Il bosco deve essere nostro perché tutti quei colori e rumori sono nostri, come nostro è il ruscello che corre sotto la casa e il suo gorgoglio che accompagna i racconti della nonna nel silenzio della notte.

Quando hanno rubato il regno, la regina è stata trasformata in nonna: in mia nonna, per l’esattezza.

E’ tutto abbastanza complicato ma io posso capire, perché sono il predestinato che riscatterà il bosco.

Adesso che anch’io so, devo passare all’azione. La nonna mi spiega come fare.

La prima notte che sono uscito dalla finestra e nel buio ho percorso la strada fino al paese, per andare a tagliare le gomme dell’automobile del sindaco, ho avuto paura.

Dopo qualche giorno il papà, a tavola, ha raccontato che qualcuno aveva tagliato le gomme del Beppe Tanoli, che non è il sindaco. Ho guardato la nonna che fissava un punto sulla tovaglia. Devo essere arrossito ma nessuno ci ha fatto caso.

Quella sera ho atteso che la nonna parlasse, senza chiudere occhio, ma lei non ha fatto cenno all’errore; mi ha dato un altro incarico.

Per la seconda missione ho dovuto rubare un po’ di vernice del papà: quella con cui lo aiuto a ritinteggiare la staccionata.

La porta della zia Carla, tutta intarsiata, di un bel legno scuro, adesso è verde.

Il papà non va spesso in paese perché non ha voglia di parlare. Il suo dolore lo isola e non lo lascia mai.

Ogni volta che è costretto a recarsi là, torna e racconta di questi teppisti che vengono probabilmente da fuori.

La nonna dice che l’azione deve essere più mirata: “politica” specifica.

Ho sentito alla televisione di un assassino che lasciava delle carte da gioco sulla scena del delitto. Mi è sembrata una buona idea.

La nonna vuole che si capisca il motivo dei danneggiamenti: lascerò sul posto una foglia del bosco.

La notte scorsa mentre camminavo verso il centro, ho sentito dei rumori vicino al fossato asciutto che costeggia la strada.

Sono andato a vedere e, alla luce della luna, ho visto la Clara e il Cecco buttati uno sull’altro. Mi è sembrato che il Cecco strisciasse come quei vermi verdi che si inarcano e buttano avanti la testa per spostarsi; ma non si spostava per davvero.

Sono rimasto in ascolto e mi è sembrato di sentire un rumore, come di qualcuno che trattenga il respiro. Non ho capito bene cosa stesse succedendo ma di sicuro si tratta di un segreto: del resto io non potrei raccontare l’episodio in ogni caso.

Mio padre è tornato e ha raccontato di vetri rotti e serrature riempite di colla. Dice che non se ne capisce la ragione perché non c’è nesso nelle azioni. Però hanno trovato una scritta sul muro del Municipio che diceva “il sindaco è un meschino”.

– Forse si tratta di un extracomunitario – ha detto il papà.
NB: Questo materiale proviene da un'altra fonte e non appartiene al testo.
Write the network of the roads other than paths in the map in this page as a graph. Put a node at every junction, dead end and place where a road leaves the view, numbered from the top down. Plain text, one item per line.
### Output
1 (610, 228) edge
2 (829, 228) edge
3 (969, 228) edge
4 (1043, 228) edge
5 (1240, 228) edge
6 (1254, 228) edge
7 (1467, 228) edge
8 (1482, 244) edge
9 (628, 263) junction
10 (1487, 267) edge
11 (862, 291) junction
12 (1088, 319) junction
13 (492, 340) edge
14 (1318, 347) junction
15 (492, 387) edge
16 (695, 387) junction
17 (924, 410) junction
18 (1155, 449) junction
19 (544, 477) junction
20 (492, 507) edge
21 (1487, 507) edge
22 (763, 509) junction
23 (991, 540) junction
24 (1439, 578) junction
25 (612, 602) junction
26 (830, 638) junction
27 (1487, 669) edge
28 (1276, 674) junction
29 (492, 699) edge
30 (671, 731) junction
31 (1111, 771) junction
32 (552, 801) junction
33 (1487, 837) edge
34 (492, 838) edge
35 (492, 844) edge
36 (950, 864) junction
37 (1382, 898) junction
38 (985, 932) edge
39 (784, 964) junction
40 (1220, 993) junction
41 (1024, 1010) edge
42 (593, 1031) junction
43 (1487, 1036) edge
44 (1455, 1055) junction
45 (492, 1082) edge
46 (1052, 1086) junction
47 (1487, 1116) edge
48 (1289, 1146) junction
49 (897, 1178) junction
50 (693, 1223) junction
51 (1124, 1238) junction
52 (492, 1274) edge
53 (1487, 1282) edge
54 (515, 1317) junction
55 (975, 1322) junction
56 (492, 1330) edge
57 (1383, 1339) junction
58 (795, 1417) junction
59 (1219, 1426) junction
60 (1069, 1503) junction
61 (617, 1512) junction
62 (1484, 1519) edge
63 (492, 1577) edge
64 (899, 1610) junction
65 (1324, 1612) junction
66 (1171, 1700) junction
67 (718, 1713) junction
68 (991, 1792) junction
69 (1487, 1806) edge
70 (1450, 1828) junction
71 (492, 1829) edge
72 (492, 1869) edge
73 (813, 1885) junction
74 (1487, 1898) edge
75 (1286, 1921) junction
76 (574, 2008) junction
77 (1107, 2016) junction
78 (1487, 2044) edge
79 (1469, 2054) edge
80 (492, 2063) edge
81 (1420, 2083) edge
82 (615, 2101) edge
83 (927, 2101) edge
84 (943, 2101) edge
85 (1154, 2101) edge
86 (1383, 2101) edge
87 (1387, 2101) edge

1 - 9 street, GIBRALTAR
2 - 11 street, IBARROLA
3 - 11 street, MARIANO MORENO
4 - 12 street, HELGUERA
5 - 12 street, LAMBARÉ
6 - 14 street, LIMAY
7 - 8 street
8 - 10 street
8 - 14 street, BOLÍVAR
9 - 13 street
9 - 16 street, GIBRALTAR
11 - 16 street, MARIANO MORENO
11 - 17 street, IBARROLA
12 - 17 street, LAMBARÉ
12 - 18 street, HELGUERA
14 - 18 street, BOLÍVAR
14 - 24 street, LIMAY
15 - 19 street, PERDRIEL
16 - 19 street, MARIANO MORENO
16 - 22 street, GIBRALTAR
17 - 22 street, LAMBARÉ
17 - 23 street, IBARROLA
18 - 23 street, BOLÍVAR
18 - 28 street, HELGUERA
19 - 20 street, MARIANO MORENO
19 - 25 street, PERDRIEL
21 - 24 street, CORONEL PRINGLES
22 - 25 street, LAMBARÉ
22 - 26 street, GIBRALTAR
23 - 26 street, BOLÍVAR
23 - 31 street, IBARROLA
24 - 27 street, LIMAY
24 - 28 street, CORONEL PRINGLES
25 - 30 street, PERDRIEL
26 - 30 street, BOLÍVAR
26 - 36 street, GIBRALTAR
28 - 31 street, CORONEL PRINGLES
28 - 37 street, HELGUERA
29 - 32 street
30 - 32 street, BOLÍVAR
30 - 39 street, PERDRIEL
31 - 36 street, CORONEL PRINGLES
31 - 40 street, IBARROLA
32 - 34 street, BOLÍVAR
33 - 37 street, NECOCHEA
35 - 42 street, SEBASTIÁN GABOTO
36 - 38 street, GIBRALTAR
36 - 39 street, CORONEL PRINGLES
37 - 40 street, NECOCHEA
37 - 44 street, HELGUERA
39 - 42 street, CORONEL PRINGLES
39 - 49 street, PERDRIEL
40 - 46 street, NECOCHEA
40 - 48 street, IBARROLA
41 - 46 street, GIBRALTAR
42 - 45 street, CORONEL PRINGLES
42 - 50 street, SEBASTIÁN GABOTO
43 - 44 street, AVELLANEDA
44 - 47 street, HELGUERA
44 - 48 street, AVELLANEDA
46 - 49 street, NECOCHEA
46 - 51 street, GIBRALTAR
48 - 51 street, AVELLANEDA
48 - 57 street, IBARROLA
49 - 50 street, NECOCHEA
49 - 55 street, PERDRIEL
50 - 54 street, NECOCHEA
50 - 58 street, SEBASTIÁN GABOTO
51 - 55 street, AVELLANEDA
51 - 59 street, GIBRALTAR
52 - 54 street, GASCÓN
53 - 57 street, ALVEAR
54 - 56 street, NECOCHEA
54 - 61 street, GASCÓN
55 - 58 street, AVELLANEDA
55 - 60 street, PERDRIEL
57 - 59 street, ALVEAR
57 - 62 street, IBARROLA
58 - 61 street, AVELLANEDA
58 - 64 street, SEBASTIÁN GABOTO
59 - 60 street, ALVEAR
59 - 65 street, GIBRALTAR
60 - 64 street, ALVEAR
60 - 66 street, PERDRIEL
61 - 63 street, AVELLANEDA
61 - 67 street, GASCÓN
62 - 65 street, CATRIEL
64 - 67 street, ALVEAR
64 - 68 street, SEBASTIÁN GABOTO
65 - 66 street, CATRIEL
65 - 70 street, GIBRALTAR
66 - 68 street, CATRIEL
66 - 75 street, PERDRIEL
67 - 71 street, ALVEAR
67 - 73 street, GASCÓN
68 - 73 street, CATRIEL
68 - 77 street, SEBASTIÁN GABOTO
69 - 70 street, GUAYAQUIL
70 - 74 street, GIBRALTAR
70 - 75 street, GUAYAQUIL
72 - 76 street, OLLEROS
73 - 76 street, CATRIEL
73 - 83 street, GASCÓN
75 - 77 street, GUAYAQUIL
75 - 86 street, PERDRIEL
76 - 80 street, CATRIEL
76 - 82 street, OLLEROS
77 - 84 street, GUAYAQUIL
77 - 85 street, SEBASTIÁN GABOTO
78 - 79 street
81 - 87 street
– E non hanno trovato una foglia? – ho chiesto mentre ragionavo sull’errore di ortografia. Per fortuna mio padre non ha fatto caso alla domanda.

La notte scorsa sono uscito con un secchio di frutta marcia da spargere sui gradini davanti al palazzo del Comune.

Ormai non ho più paura di camminare da solo nel buio e qualche volta mi sono sorpreso a fischiettare.

Lascio più foglie, adesso, sul luogo del delitto e, se c’è vento, cerco di fermarle con dei sassi.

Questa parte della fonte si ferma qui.